Negotiating the cost of treating hepatitis C | KBIA

Negotiating the cost of treating hepatitis C

Feb 11, 2015

Hepatitis C is a virus that affects the liver, often causing liver cancer or cirrhosis. Although they share a name, it is completely different from hepatitis A or B so current hepatitis vaccines don’t guard against hep C.

The Centers for Disease Control and Prevention estimates that about 3.2 million people in the United States have hepatitis C. But Bruce Burkett, Founder and Director of the Hep C Alliance, said the disease often goes untreated simply because people don’t know they are infected.


“Someone can have it for decades before they have any symptoms. It's a very silent disease,” Burkett said.

According to the CDC, most people with chronic hepatitis C do not have any symptoms until their liver is already damaged. Burkett was diagnosed with the virus in 1989, but because treatment for the disease was so new it took until 1997 before he was cured. This was the case for many people with hepatitis C until the Food and Drug Administration approved a new drug called Sovaldi in 2013.
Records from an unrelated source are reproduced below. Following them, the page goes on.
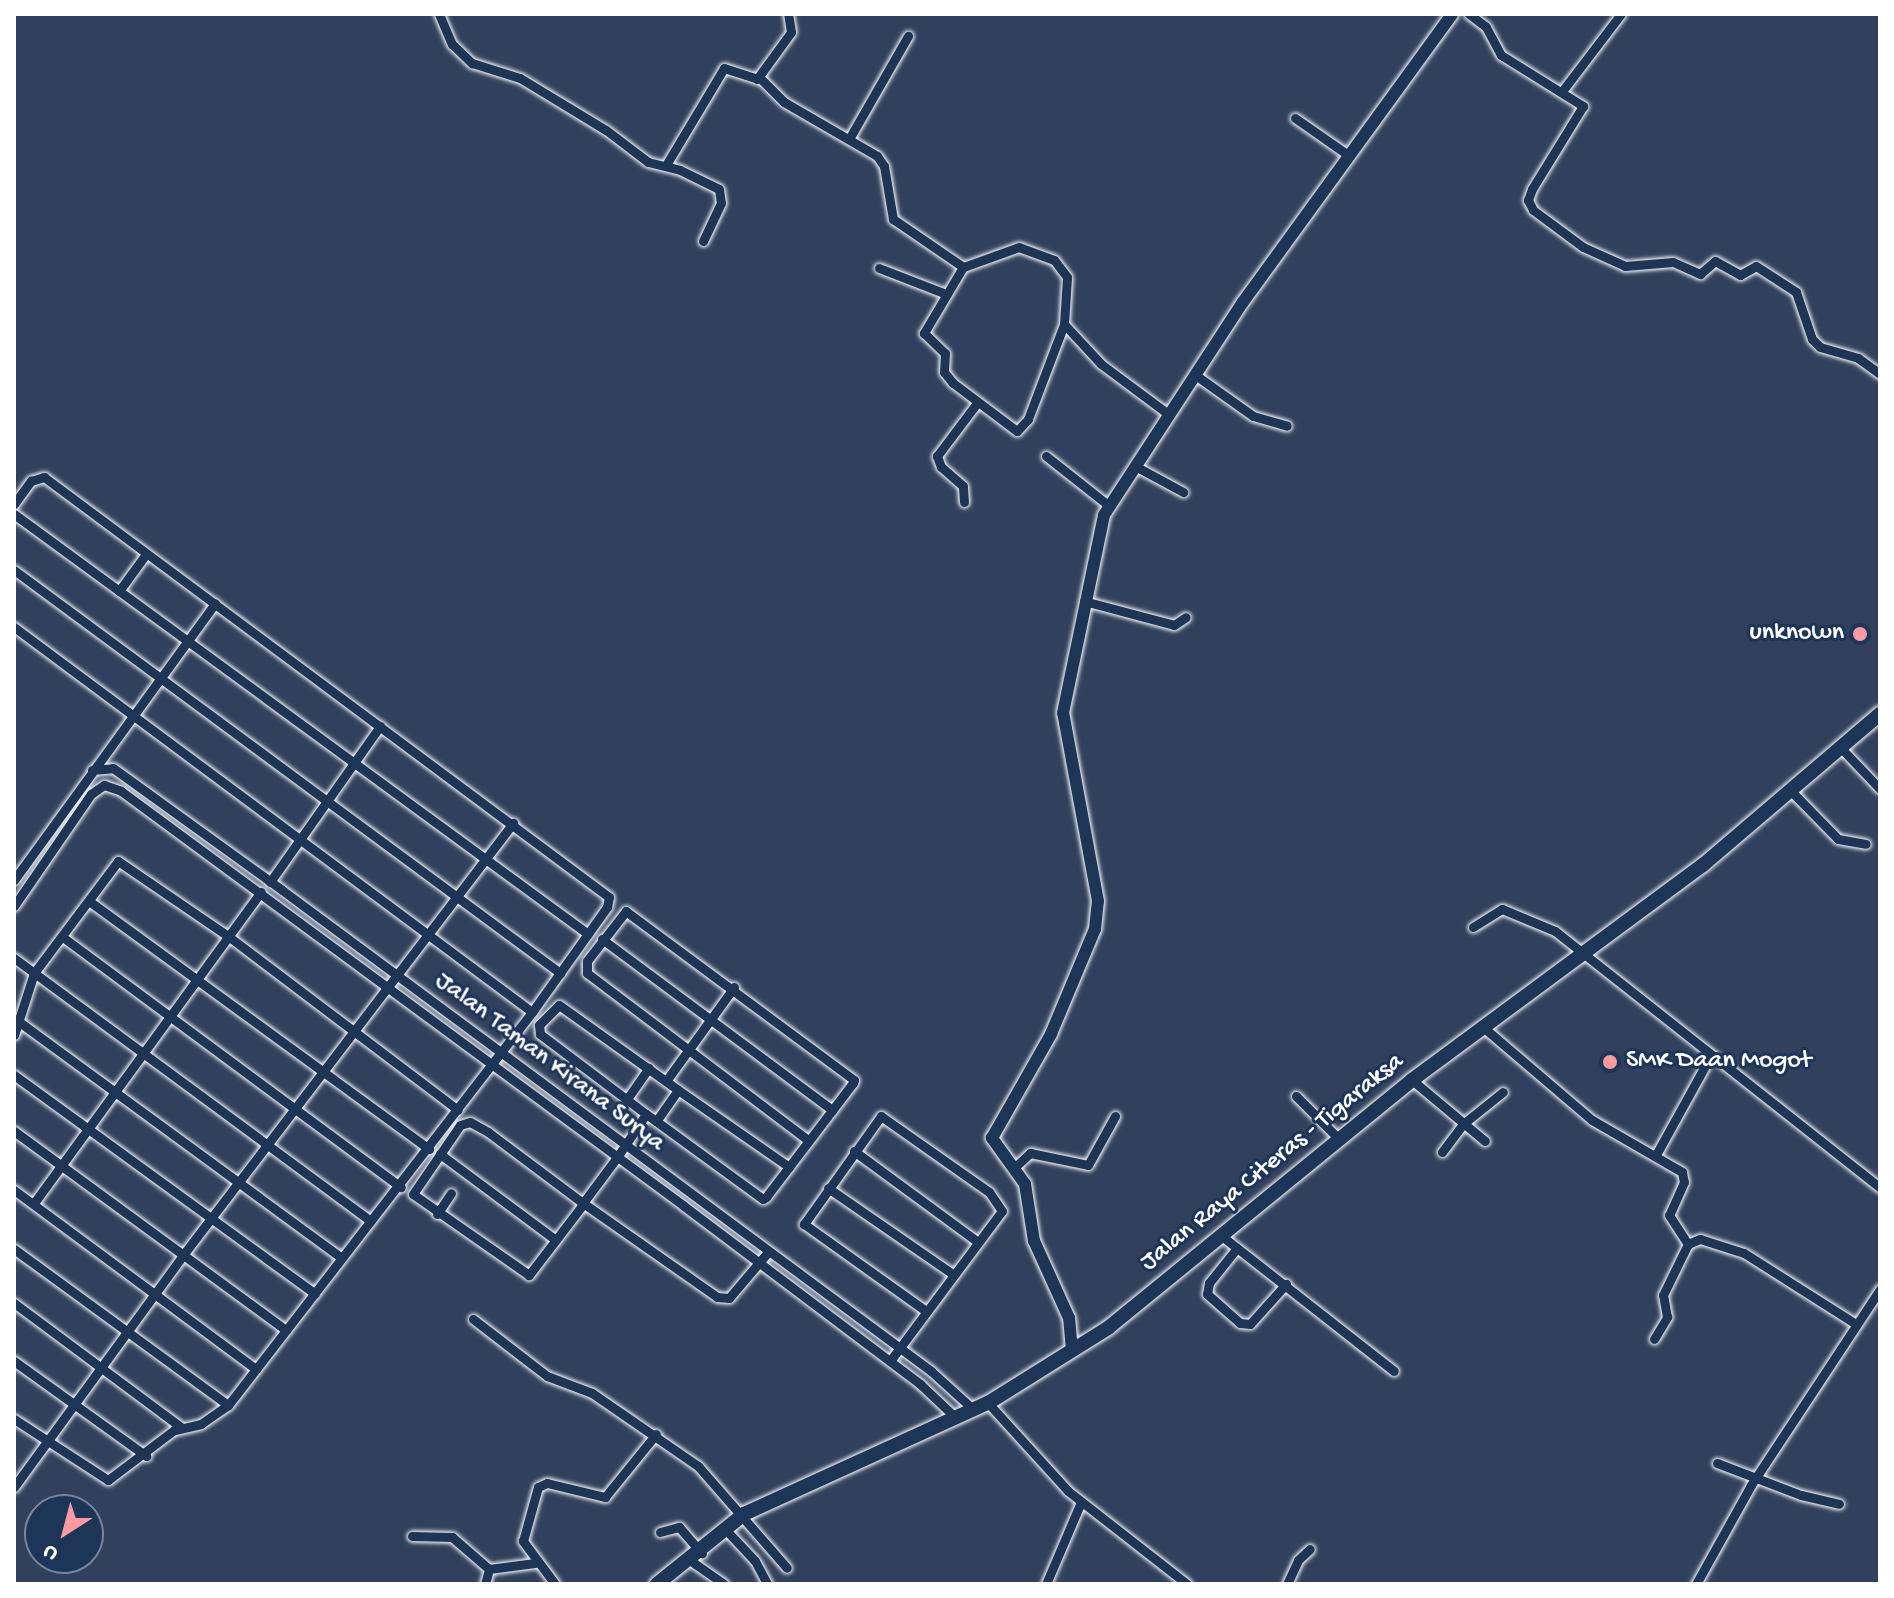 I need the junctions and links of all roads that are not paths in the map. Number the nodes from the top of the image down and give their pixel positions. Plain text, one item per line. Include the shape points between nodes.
1 (439, 14) edge
2 (788, 14) edge
3 (1452, 14) edge
4 (1469, 14) edge
5 (1621, 14) edge
6 (908, 36) dead end
7 (759, 77) junction
8 (1563, 90) junction
9 (1295, 118) dead end
10 (849, 139) junction
11 (1348, 155) junction
12 (666, 165) junction
13 (703, 241) dead end
14 (963, 267) junction
15 (879, 268) dead end
16 (946, 294) junction
17 (1064, 324) junction
18 (1194, 374) junction
19 (1880, 374) edge
20 (977, 403) junction
21 (1168, 414) junction
22 (1287, 426) dead end
23 (1046, 456) dead end
24 (1135, 466) junction
25 (1183, 492) dead end
26 (964, 502) dead end
27 (14, 504) edge
28 (1108, 505) junction
29 (14, 514) edge
30 (146, 554) junction
31 (14, 570) edge
32 (119, 591) junction
33 (1084, 601) junction
34 (215, 603) junction
35 (1186, 617) dead end
36 (14, 627) edge
37 (187, 641) junction
38 (160, 679) junction
39 (1880, 714) edge
40 (134, 715) junction
41 (380, 726) junction
42 (1840, 747) junction
43 (353, 764) junction
44 (92, 770) junction
45 (1880, 789) edge
46 (1791, 791) junction
47 (327, 802) junction
48 (513, 823) junction
49 (300, 840) junction
50 (1866, 844) dead end
51 (485, 860) junction
52 (14, 880) edge
53 (270, 882) junction
54 (261, 892) junction
55 (457, 898) junction
56 (89, 901) junction
57 (14, 906) edge
58 (1473, 927) dead end
59 (430, 934) junction
60 (588, 934) junction
61 (228, 936) junction
62 (64, 938) junction
63 (602, 939) junction
64 (1580, 956) junction
65 (14, 958) edge
66 (34, 973) junction
67 (560, 973) junction
68 (398, 976) junction
69 (197, 978) junction
70 (734, 987) junction
71 (389, 988) junction
72 (532, 1012) junction
73 (171, 1014) junction
74 (710, 1018) junction
75 (18, 1021) junction
76 (1483, 1027) junction
77 (355, 1034) junction
78 (14, 1035) edge
79 (688, 1051) junction
80 (142, 1053) junction
81 (500, 1053) junction
82 (1711, 1055) junction
83 (493, 1063) junction
84 (649, 1068) junction
85 (14, 1075) edge
86 (324, 1075) junction
87 (1412, 1080) junction
88 (666, 1081) junction
89 (678, 1090) junction
90 (114, 1092) junction
91 (1503, 1092) dead end
92 (1296, 1096) dead end
93 (627, 1099) junction
94 (296, 1109) junction
95 (458, 1110) junction
96 (832, 1110) junction
97 (646, 1114) junction
98 (1115, 1116) dead end
99 (656, 1121) junction
100 (1463, 1124) junction
101 (89, 1127) junction
102 (14, 1131) edge
103 (1340, 1140) junction
104 (809, 1141) junction
105 (1485, 1141) dead end
106 (269, 1146) junction
107 (624, 1147) junction
108 (429, 1149) junction
109 (854, 1151) junction
110 (1442, 1152) dead end
111 (1657, 1153) junction
112 (440, 1154) junction
113 (618, 1156) junction
114 (61, 1166) junction
115 (789, 1167) junction
116 (1015, 1167) junction
117 (240, 1185) junction
118 (401, 1187) junction
119 (828, 1188) junction
120 (1880, 1188) edge
121 (14, 1190) edge
122 (451, 1193) dead end
123 (34, 1203) junction
124 (583, 1203) junction
125 (437, 1214) junction
126 (213, 1221) junction
127 (371, 1221) junction
128 (1223, 1237) junction
129 (556, 1240) junction
130 (978, 1242) junction
131 (1688, 1244) junction
132 (1237, 1248) junction
133 (14, 1249) edge
134 (768, 1252) junction
135 (183, 1255) junction
136 (342, 1258) junction
137 (759, 1263) junction
138 (954, 1275) junction
139 (1286, 1284) junction
140 (1880, 1289) edge
141 (157, 1294) junction
142 (315, 1294) junction
143 (14, 1303) edge
144 (926, 1311) junction
145 (473, 1319) dead end
146 (1856, 1324) junction
147 (286, 1330) junction
148 (127, 1332) junction
149 (1654, 1339) dead end
150 (898, 1349) junction
151 (1072, 1351) junction
152 (14, 1361) edge
153 (890, 1361) junction
154 (99, 1368) junction
155 (256, 1369) junction
156 (1394, 1371) dead end
157 (72, 1404) junction
158 (228, 1405) junction
159 (981, 1406) junction
160 (956, 1418) junction
161 (14, 1419) edge
162 (181, 1427) junction
163 (656, 1434) junction
164 (46, 1442) junction
165 (146, 1456) junction
166 (1717, 1463) dead end
167 (1757, 1477) junction
168 (15, 1482) edge
169 (1081, 1502) junction
170 (1839, 1504) dead end
171 (744, 1514) junction
172 (726, 1530) junction
173 (660, 1532) dead end
174 (412, 1536) dead end
175 (1310, 1549) dead end
176 (696, 1557) junction
177 (535, 1563) junction
178 (787, 1568) dead end
179 (489, 1569) junction
180 (485, 1584) edge
181 (555, 1584) edge
182 (657, 1584) edge
183 (724, 1584) edge
184 (767, 1584) edge
185 (1046, 1584) edge
186 (1185, 1584) edge
187 (1287, 1584) edge
188 (1696, 1584) edge

1 - 12 street via 452,44 472,63 520,78 648,162
2 - 7 street via 791,32
3 - 11 street
4 - 8 street via 1486,27 1501,55
5 - 8 street
6 - 10 street
7 - 10 street via 784,102
7 - 12 street via 724,68
8 - 19 street via 1584,111 1532,189 1528,200 1533,210 1583,247 1625,266 1673,262 1700,274 1715,261 1740,275 1756,266 1796,292 1812,339 1820,347 1858,358
9 - 11 street
10 - 14 street via 883,163 890,211 899,225
11 - 18 street
12 - 13 street via 721,193
14 - 16 street
14 - 17 street via 1019,247 1054,260 1067,277
15 - 16 street
16 - 20 street via 924,333 945,353 946,376
17 - 20 street via 1021,429 1012,431
17 - 21 street via 1101,364
18 - 21 street
18 - 22 street via 1253,416
20 - 26 street via 937,456 941,467 963,486
21 - 24 street
23 - 28 street
24 - 25 street
24 - 28 street
27 - 30 street via 31,481 44,477
28 - 33 street
29 - 32 street
30 - 32 street
30 - 34 street
31 - 38 street
32 - 37 street
33 - 35 street via 1174,625
33 - 116 street via 1063,713 1098,914 1090,947 1051,1034 993,1132 994,1147
34 - 37 street
34 - 41 street
36 - 40 street
37 - 38 street
37 - 43 street
38 - 40 street
38 - 47 street
39 - 42 main road, Jalan Raya Citeras - Tigaraksa
40 - 44 street
40 - 49 street
41 - 43 street
41 - 48 street
42 - 45 street
42 - 46 main road, Jalan Raya Citeras - Tigaraksa
43 - 47 street
43 - 51 street
44 - 52 street
44 - 53 street, Jalan Taman Kirana Surya via 113,768
46 - 50 street via 1838,839
46 - 64 main road, Jalan Raya Citeras - Tigaraksa via 1703,865
47 - 49 street
47 - 55 street
48 - 51 street
48 - 60 street via 606,891 607,907
49 - 53 street
49 - 59 street
51 - 55 street
51 - 60 street
53 - 68 street, Jalan Taman Kirana Surya
54 - 57 street, Jalan Taman Kirana Surya via 121,791 104,785 91,794
54 - 61 street
54 - 71 street, Jalan Taman Kirana Surya
55 - 59 street
55 - 67 street
56 - 61 street via 121,861
56 - 62 street
56 - 69 street
58 - 64 street via 1507,910 1555,931
59 - 68 street
59 - 72 street
60 - 67 street
61 - 69 street
61 - 77 street
62 - 66 street
62 - 73 street
63 - 70 street via 619,916 630,911
63 - 74 street
63 - 79 street via 587,961 587,973
64 - 76 main road, Jalan Raya Citeras - Tigaraksa
64 - 82 street
65 - 66 street
66 - 75 street
66 - 80 street
67 - 72 street
68 - 71 street
68 - 81 street, Jalan Taman Kirana Surya
69 - 73 street
69 - 86 street
70 - 74 street
70 - 96 street via 853,1078
71 - 77 street
71 - 83 street, Jalan Taman Kirana Surya
72 - 81 street
73 - 80 street
73 - 94 street
74 - 79 street
74 - 96 street
75 - 78 street
75 - 90 street
76 - 87 main road, Jalan Raya Citeras - Tigaraksa
76 - 111 street via 1592,1120
77 - 86 street
77 - 95 street
79 - 88 street
79 - 104 street
80 - 90 street
80 - 106 street
81 - 83 street
81 - 107 street, Jalan Taman Kirana Surya
82 - 111 street
82 - 120 street
83 - 95 street
83 - 113 street, Jalan Taman Kirana Surya
84 - 88 street
84 - 93 street
84 - 93 street via 565,1005 553,1007 539,1025 540,1034
85 - 101 street
86 - 94 street
86 - 108 street
87 - 100 street
87 - 103 main road, Jalan Raya Citeras - Tigaraksa
88 - 89 street
89 - 99 street
89 - 115 street
90 - 101 street
90 - 117 street
91 - 100 street
92 - 103 street
93 - 97 street
94 - 106 street
94 - 118 street
95 - 108 street
96 - 104 street
97 - 99 street
97 - 107 street
98 - 116 street via 1088,1165 1030,1153
99 - 115 street via 760,1198
100 - 105 street
100 - 110 street
101 - 114 street
101 - 126 street
102 - 114 street
103 - 128 main road, Jalan Raya Citeras - Tigaraksa
104 - 115 street
106 - 117 street
106 - 127 street
107 - 113 street
107 - 134 street, Jalan Taman Kirana Surya
108 - 118 street
109 - 119 street
109 - 130 street
109 - 130 street via 879,1118 888,1118 1001,1202 999,1216
111 - 131 street via 1685,1178 1669,1215
112 - 124 street via 460,1125 470,1122
112 - 125 street via 413,1190
112 - 129 street
113 - 124 street
113 - 137 street, Jalan Taman Kirana Surya
114 - 123 street
114 - 135 street
116 - 151 street via 1025,1184 1038,1254 1069,1318
117 - 126 street
117 - 136 street
118 - 127 street
119 - 138 street
119 - 144 street via 805,1220 807,1228
121 - 123 street
122 - 125 street
123 - 141 street
124 - 129 street
124 - 137 street via 723,1300
125 - 129 street via 529,1275
126 - 135 street
126 - 142 street
127 - 136 street
128 - 132 street
128 - 151 main road, Jalan Raya Citeras - Tigaraksa
130 - 138 street
131 - 146 street via 1700,1239 1744,1253
131 - 149 street via 1663,1295 1667,1317
132 - 139 street
132 - 139 street via 1209,1283 1207,1294 1240,1323 1250,1324
133 - 148 street
134 - 137 street
134 - 150 street, Jalan Taman Kirana Surya
135 - 141 street
135 - 147 street
136 - 142 street
137 - 153 street, Jalan Taman Kirana Surya
138 - 144 street
139 - 156 street
140 - 146 street
141 - 148 street
141 - 155 street
142 - 147 street
143 - 154 street
144 - 150 street
145 - 163 street via 547,1376 575,1383
146 - 167 street via 1842,1340 1833,1367
147 - 155 street
148 - 154 street
148 - 158 street
150 - 153 street
150 - 159 street, Jalan Taman Kirana Surya
151 - 159 main road, Jalan Raya Citeras - Tigaraksa
152 - 157 street
153 - 160 street, Jalan Taman Kirana Surya
154 - 157 street
154 - 162 street
155 - 158 street
157 - 164 street
157 - 165 street
158 - 162 street via 201,1424
159 - 160 main road, Jalan Raya Citeras - Tigaraksa
159 - 169 street, Jalan Taman Kirana Surya
160 - 171 main road, Jalan Raya Citeras - Tigaraksa
161 - 164 street
162 - 165 street
163 - 171 street via 698,1466
163 - 177 street via 605,1497 547,1483 538,1487 522,1532
164 - 165 street via 104,1480
164 - 168 street
166 - 167 street
167 - 170 street
167 - 188 street
169 - 185 street
169 - 186 street, Jalan Taman Kirana Surya
171 - 172 main road, Jalan Raya Citeras - Tigaraksa
171 - 178 street
172 - 176 main road, Jalan Raya Citeras - Tigaraksa
172 - 184 street via 755,1561
173 - 176 street via 679,1527
174 - 179 street via 452,1537
175 - 187 street
176 - 182 main road, Jalan Raya Citeras - Tigaraksa
176 - 183 street
177 - 179 street
177 - 181 street
179 - 180 street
Dr. Stefan Sarafianos with the MU School of Medicine said Sovaldi was revolutionary because it directly targeted the virus and had more than a 90 percent cure rate when taken together with the previous hepatitis C drugs. After Sovaldi was approved, several other pharmaceutical companies joined the race to find their own best treatment.

“There's an incredible competition and progress into getting additional combinations and of course this affects the patients in more than one way," Sarafianos said. "Not only are these good therapies that could lead to eradication but they're also effecting the accessibility and then the price of each one of these therapies.”

And the price is a big concern when it comes to treating hepatitis C. When Sovaldi was first introduced in 2013, it cost $84,000 for the 12-week treatment, in addition to costs for other necessary injections. When pharmaceutical company AbbVie introduced its new drug Viekira last December, which doesn’t require additional medications, it set the price at $83,000.

These may seem like astronomical numbers, but Sarafianos said he doesn't expect the cost of treatment to remain this high for patients with hepatitis C.

"Part of the high prices is that the companies, they're trying to get their investment and make the profit during the time when their patents are protected," Sarafianos said. "But after awhile, these drugs will be made by other companies for much cheaper and then the price will fall dramatically."

Although it varies, Sarafianos said most patents for prescription drugs last about 10 years. Even with the high prices, the cost for hepatitis C treatment might not be a bad deal for insurance companies.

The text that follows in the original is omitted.